Implement PolarQuant quantizer (polar_quant.py) — Algorithm 1

[TheTom]

Summary

Implement PolarQuant (Algorithm 1 from the paper) — MSE-optimized vector quantization via random rotation + optimal scalar quantization per coordinate.

Depends on: #2 (rotation.py), #3 (codebook.py)

Paper Reference

• Paper: arXiv 2504.19874, Algorithm 1 (page 5)
• This is the MSE-optimized quantizer.
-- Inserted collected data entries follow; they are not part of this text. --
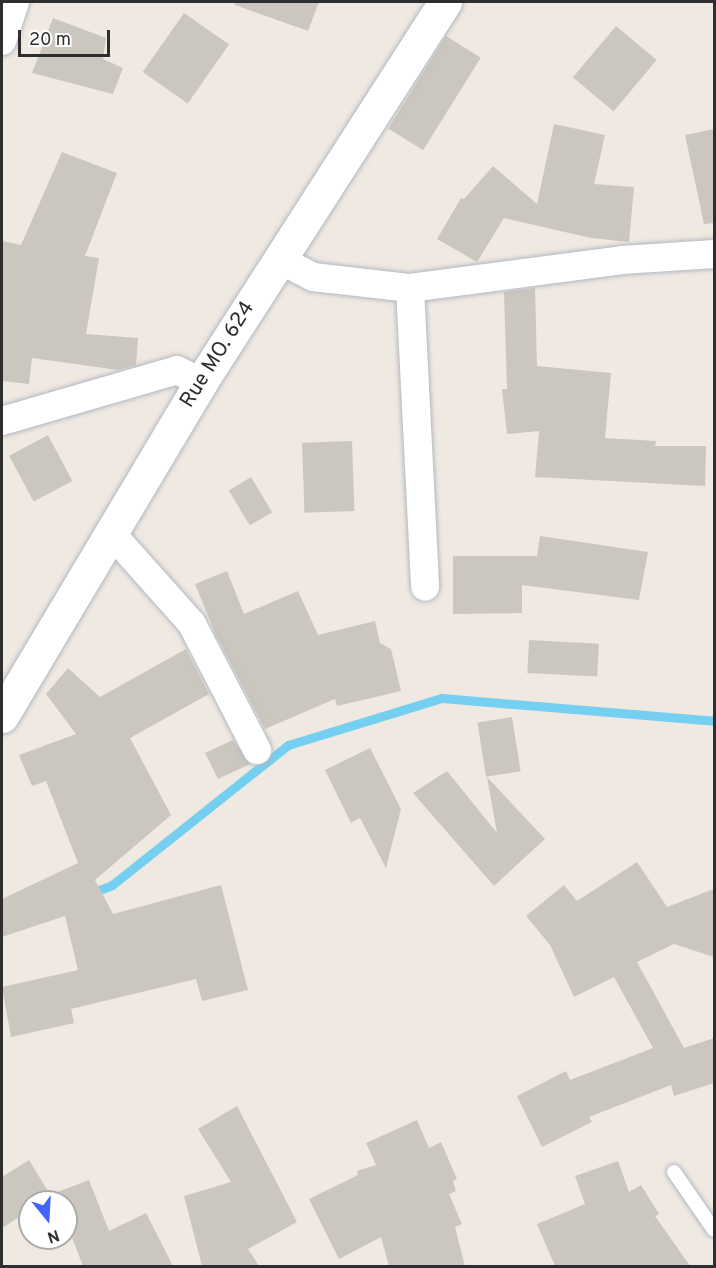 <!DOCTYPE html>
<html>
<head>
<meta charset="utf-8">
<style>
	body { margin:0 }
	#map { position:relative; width:716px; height:1268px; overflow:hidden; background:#efe9e1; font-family:Overpass,sans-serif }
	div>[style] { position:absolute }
	.stream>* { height:9px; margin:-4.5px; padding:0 4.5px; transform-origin:4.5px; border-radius:4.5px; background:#75cff0 }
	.building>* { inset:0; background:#cbc7bf; transform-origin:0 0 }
	.roads { filter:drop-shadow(0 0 2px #b4b7c1) drop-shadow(0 0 2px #b4b7c1) }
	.lane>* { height:14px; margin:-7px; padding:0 7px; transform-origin:7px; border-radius:7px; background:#fff }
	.street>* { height:28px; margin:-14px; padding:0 14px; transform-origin:14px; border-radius:14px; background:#fff }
	.secondary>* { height:33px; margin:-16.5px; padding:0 16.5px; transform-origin:16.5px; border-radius:16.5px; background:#fff }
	span { translate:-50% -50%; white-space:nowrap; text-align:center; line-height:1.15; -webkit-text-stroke:5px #fff; paint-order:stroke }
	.street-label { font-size:21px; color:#2e2e2e }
	.frame { position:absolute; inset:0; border:3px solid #2e2e2e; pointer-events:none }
	.north { position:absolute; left:18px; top:1190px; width:60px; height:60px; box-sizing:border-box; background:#fff; border:2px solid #ababab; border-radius:50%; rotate:162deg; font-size:16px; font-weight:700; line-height:24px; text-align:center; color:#2e2e2e }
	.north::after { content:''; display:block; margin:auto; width:21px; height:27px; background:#4264fb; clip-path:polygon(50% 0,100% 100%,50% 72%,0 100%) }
	.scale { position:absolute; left:18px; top:30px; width:92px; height:27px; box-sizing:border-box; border:3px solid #2e2e2e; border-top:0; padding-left:8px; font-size:18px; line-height:21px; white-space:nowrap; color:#2e2e2e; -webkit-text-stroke:4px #fff; paint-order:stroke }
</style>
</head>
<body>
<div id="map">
	<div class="stream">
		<i style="left:89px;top:894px;width:25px;rotate:-21deg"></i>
		<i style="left:112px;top:885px;width:225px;rotate:-38.5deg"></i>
		<i style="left:288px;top:745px;width:161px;rotate:-17deg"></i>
		<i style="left:442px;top:698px;width:273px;rotate:4.8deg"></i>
	</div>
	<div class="building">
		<i style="clip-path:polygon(235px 2px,319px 2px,308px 31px,235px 5px)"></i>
		<i style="left:184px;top:13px;width:55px;height:72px;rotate:35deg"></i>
		<i style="clip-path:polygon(53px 18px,106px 38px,103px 59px,123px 68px,113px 94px,32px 73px)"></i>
		<i style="left:616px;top:26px;width:53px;height:67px;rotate:40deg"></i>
		<i style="left:446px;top:36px;width:41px;height:109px;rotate:32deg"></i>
		<i style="clip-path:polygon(554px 124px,605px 135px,594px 184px,634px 187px,629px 242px,591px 238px,504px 218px,477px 262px,437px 239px,461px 198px,464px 199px,493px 166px,537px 204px)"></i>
		<i style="clip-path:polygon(714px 129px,714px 223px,704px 224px,685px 135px)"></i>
		<i style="clip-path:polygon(62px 152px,117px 173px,85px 256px,99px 258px,86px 334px,138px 338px,136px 365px,118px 370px,32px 358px,29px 384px,2px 381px,2px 241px,21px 245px)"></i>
		<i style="clip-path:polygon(535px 288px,537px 366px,611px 373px,605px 438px,656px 441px,655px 446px,706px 446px,705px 486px,535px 477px,539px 431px,507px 434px,502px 389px,507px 389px,504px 292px)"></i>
		<i style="left:48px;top:435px;width:52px;height:44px;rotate:62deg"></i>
		<i style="left:352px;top:441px;width:70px;height:50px;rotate:88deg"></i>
		<i style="left:251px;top:477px;width:41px;height:26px;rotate:59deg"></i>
		<i style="clip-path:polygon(540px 536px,648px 552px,639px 600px,522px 585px,522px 613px,453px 614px,453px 556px,537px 556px)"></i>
		<i style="clip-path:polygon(227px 571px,244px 614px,298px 591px,318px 635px,375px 621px,380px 643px,391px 649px,401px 691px,337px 706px,335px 699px,265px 729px,215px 633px,195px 584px)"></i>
		<i style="left:529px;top:640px;width:70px;height:33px;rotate:3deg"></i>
		<i style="clip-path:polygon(186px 649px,209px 694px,130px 738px,171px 815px,95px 880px,113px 914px,221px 885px,248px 990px,202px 1001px,196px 979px,71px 1009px,74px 1023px,11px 1037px,2px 987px,78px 970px,65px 916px,2px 937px,2px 899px,78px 863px,46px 781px,32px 786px,19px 755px,76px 734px,46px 694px,68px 668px,100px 697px)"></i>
		<i style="left:512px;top:717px;width:55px;height:35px;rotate:81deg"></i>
		<i style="clip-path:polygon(233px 740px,250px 764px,218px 779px,205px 753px)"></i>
		<i style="clip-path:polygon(370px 748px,401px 809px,386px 868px,360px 818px,351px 823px,325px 770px)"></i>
		<i style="clip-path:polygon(447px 771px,497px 833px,487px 777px,545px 839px,494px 886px,413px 793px)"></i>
		<i style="clip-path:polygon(637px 862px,667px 907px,714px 889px,714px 957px,674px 944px,637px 962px,684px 1048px,714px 1038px,714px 1083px,674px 1096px,671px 1085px,589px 1117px,592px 1122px,542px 1147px,517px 1096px,566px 1071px,570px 1080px,653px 1048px,614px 977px,574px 997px,550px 945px,526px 916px,564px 885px,577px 901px)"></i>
		<i style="clip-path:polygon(237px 1106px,297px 1222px,248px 1249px,259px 1266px,202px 1266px,184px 1196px,231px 1182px,198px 1129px)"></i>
		<i style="clip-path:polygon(417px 1120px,429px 1148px,441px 1142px,457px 1179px,453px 1181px,456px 1191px,449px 1194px,462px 1224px,455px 1227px,465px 1266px,389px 1266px,381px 1237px,339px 1259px,309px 1199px,358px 1175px,357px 1171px,376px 1165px,366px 1143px)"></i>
		<i style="clip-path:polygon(29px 1160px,51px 1196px,43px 1202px,30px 1202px,30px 1210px,2px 1228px,2px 1177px)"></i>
		<i style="clip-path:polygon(618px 1161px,629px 1192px,641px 1185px,659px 1214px,655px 1216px,690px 1266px,555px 1266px,537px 1224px,585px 1204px,575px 1176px)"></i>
		<i style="clip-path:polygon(89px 1180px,109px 1231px,146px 1213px,173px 1266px,83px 1266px,66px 1222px,66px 1202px,58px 1202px,55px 1193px)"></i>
	</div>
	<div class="roads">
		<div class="lane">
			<i style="left:674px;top:1172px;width:70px;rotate:55.4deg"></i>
		</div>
		<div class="street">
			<i style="left:2px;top:41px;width:41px;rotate:-71.6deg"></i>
			<i style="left:278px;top:259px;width:39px;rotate:27deg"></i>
			<i style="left:313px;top:277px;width:98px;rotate:6.5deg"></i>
			<i style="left:410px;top:288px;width:214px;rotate:-7.5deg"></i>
			<i style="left:622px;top:260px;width:92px;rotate:-3.7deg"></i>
			<i style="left:410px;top:288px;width:299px;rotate:87.1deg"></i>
			<i style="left:2px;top:421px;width:182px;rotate:-16.2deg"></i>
			<i style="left:177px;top:370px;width:27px;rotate:27deg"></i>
			<i style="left:111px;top:533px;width:122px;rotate:48.3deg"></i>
			<i style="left:192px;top:624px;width:142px;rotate:62.7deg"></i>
		</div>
		<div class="secondary">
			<i style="left:2px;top:716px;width:389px;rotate:-59.2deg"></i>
			<i style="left:201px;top:382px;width:452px;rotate:-57.3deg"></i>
		</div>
	</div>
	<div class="street-label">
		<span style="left:218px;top:355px;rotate:-58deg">Rue MO. 624</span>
	</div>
	<div class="frame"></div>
	<div class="north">N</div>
	<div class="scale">20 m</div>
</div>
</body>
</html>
It does NOT preserve inner products (that requires QJL on top).

Algorithm (from paper)

Setup:
  1. Generate random rotation matrix Π ∈ R^(d×d)
  2. Construct codebook: centroids c_1...c_(2^b) minimizing MSE

Quantize(x):
  1. y ← Π @ x                              # Random rotation
  2. idx_j ← argmin_k |y_j - c_k| for j∈[d]  # Nearest centroid per coordinate
  3. Return idx                               # b-bit integers

Dequantize(idx):
  1. ỹ_j ← c_(idx_j) for j∈[d]              # Look up centroids
  2. x̃ ← Π^T @ ỹ                            # Inverse rotation
  3. Return x̃

Requirements

PolarQuant class

• __init__(d, bit_width, seed) — creates rotation matrix and codebook
• quantize(x) — single vector (d,) or batch (batch, d) → integer indices
• dequantize(indices) — indices → reconstructed vectors
• quantize_and_residual(x) — returns (indices, residual) where residual = x - dequantize(indices)
  • This method is needed by TurboQuant's QJL stage

Implementation details

• Rotation applied as: y = (Π @ x.T).T for batch
• Inverse rotation: x̃ = (Π.T @ ỹ.T).T
• Indices must be in range [0, 2^bit_width)
• Support bit_width = 1, 2, 3, 4

Tests Required (write FIRST)

1. Round-trip MSE within paper bounds (parametrized over bit_width × dimension):
   • b=1: avg MSE < 0.36 × 2 (2× slack for finite d)
   • b=2: avg MSE < 0.117 × 2
   • b=3: avg MSE < 0.03 × 2
   • Test at d = {64, 128, 256}
   • Use 500+ random unit vectors per test
2. MSE decreases with bit-width: MSE(b=1) > MSE(b=2) > MSE(b=3)
3. Zero vector behavior: quantize(zeros) should not crash; reconstruction norm should be small
4. Deterministic: same seed + same input → same output
5. Batch matches single: quantize(batch)[i] == quantize(batch[i])
6. Indices in valid range: all indices ∈ [0, 2^b)
7. Residual identity: residual == x - dequantize(quantize(x))
8. Large vectors: vectors with norm >> 1 should still work (not just unit vectors)
9. Reconstruction preserves direction: cosine similarity between x and dequantize(quantize(x)) should be high for unit vectors

Acceptance Criteria

• Tests written and reviewed with codex BEFORE implementation
• Avg MSE within 2× of paper bounds for all tested (d, b) combinations
• MSE monotonically decreases with bit-width
• Batch and single-vector results are identical
• codex-review on implementation
• Roast review on implementation
• Coverage >95% for polar_quant.py

[TheTom]

Completed in 4d34f51. 14 tests, 97% coverage. Codex reviewed.